As indispensable as our phones have become, they are also a conduit for some of the most pervasive and persistent scams humanity has ever encountered. About 90% of the phone calls I receive on a weekly basis are spam, as are an increasing percentage of my texts. You’re probably in the same boat, and among the most common text scams is one you are probably all too familiar with: Amazon raffles. Hopefully you were never tricked into thinking that you actually won something from Amazon, but the texts keep coming whether or not you tap on the malicious links.
As frustrated as you might be with the text spam bombardment you’ve been receiving, it turns out that Amazon is just as fed up. This week, the online retailer announced that it filed a federal lawsuit in the Western District of Washington against 50 unnamed individuals for the operation of an illegal advertising scheme.

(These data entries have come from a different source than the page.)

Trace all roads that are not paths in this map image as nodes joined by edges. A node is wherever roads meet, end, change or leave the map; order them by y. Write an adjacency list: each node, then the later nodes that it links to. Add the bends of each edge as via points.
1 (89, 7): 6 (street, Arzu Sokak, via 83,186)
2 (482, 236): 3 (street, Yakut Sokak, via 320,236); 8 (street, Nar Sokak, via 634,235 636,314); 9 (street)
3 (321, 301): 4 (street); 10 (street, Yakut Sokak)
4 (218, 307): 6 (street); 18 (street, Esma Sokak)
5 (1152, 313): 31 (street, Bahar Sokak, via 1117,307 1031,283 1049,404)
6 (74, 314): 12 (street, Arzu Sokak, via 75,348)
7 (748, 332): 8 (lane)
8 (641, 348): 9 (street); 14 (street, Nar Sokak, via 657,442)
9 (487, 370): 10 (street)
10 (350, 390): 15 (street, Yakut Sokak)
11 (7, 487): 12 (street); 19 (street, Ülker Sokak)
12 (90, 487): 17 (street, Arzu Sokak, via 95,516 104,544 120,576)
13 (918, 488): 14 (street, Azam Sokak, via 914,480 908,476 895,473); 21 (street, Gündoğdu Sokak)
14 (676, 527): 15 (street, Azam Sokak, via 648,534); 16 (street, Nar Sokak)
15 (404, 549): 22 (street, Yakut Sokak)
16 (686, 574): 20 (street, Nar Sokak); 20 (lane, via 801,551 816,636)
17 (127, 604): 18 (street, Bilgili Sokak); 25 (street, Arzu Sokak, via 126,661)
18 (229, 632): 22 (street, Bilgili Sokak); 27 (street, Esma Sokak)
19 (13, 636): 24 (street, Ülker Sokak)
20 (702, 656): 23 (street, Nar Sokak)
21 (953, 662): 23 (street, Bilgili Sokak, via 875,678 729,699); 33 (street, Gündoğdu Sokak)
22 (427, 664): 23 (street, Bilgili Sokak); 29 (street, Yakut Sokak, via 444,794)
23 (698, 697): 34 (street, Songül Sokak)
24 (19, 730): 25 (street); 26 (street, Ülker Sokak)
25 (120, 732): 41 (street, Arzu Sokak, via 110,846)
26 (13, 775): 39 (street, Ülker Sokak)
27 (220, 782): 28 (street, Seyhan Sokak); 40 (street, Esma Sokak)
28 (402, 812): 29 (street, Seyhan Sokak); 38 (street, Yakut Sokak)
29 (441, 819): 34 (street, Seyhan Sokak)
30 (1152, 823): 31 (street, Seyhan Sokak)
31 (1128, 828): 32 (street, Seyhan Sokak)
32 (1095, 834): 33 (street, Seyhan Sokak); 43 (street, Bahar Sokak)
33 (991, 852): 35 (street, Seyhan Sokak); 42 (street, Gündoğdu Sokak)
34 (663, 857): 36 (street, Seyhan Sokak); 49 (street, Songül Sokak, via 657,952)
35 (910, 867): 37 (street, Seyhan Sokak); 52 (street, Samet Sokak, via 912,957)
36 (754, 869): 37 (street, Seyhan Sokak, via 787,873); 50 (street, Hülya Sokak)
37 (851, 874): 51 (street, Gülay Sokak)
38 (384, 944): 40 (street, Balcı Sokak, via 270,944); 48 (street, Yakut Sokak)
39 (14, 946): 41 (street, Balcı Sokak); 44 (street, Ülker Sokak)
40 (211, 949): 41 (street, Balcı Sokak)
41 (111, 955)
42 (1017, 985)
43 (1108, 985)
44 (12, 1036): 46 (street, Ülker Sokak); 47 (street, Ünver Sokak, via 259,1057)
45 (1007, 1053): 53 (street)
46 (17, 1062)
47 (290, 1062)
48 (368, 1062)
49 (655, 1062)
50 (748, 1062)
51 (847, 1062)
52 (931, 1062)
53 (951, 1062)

Amazon describes how the text message advertising scheme works in a press release regarding the lawsuit:
Bad actors in these schemes profit by creating fraudulent text message campaigns that drive traffic to advertisers and websites. These fake text messages are intentionally designed to trick unsuspecting consumers to click on a link by using Amazon’s name and offering recipients “rewards” or other “gifts.” Instead, victims are redirected to a website to take a survey, which also fraudulently uses Amazon’s brand and promises a reward for participation. Once participants click for their reward, they are sent on to online marketers, advertisers and websites to buy products or services that have no relation to Amazon. The defendants profit from fees paid to them by affiliate marketing networks and advertisers for the fraudulently created traffic.
Unsurprisingly, Amazon doesn’t want its name attached to these schemes, and by filing suit, the company will be able to “expand its investigation and hold the bad actors accountable.” In the legal complaint, Amazon refers to those “bad actors” as John Does 1-50, because they have yet to be identified, but as The Verge explains, this opens the door to possible Doe subpoenas, which would allow Amazon to track down the defendants.
Whether or not Amazon will be able to trace these spammy text messages back to a source remains to be seen, but the company did so successfully back in 2018. Here are details from the press release:
Amazon invests significant resources to protect customers and its brand, and has a history of identifying and shutting down similar operations. Amazon has already filed five lawsuits against fraudulent affiliate marketing schemes, won multiple injunctions in court to stop the illegal activities, and entered settlements with seven parties in which they agreed to stop their campaigns and pay in excess of $1.5 million in damages.
We’ll have to wait and see whether or not this new lawsuit is enough to put a damper on the fake Amazon texts.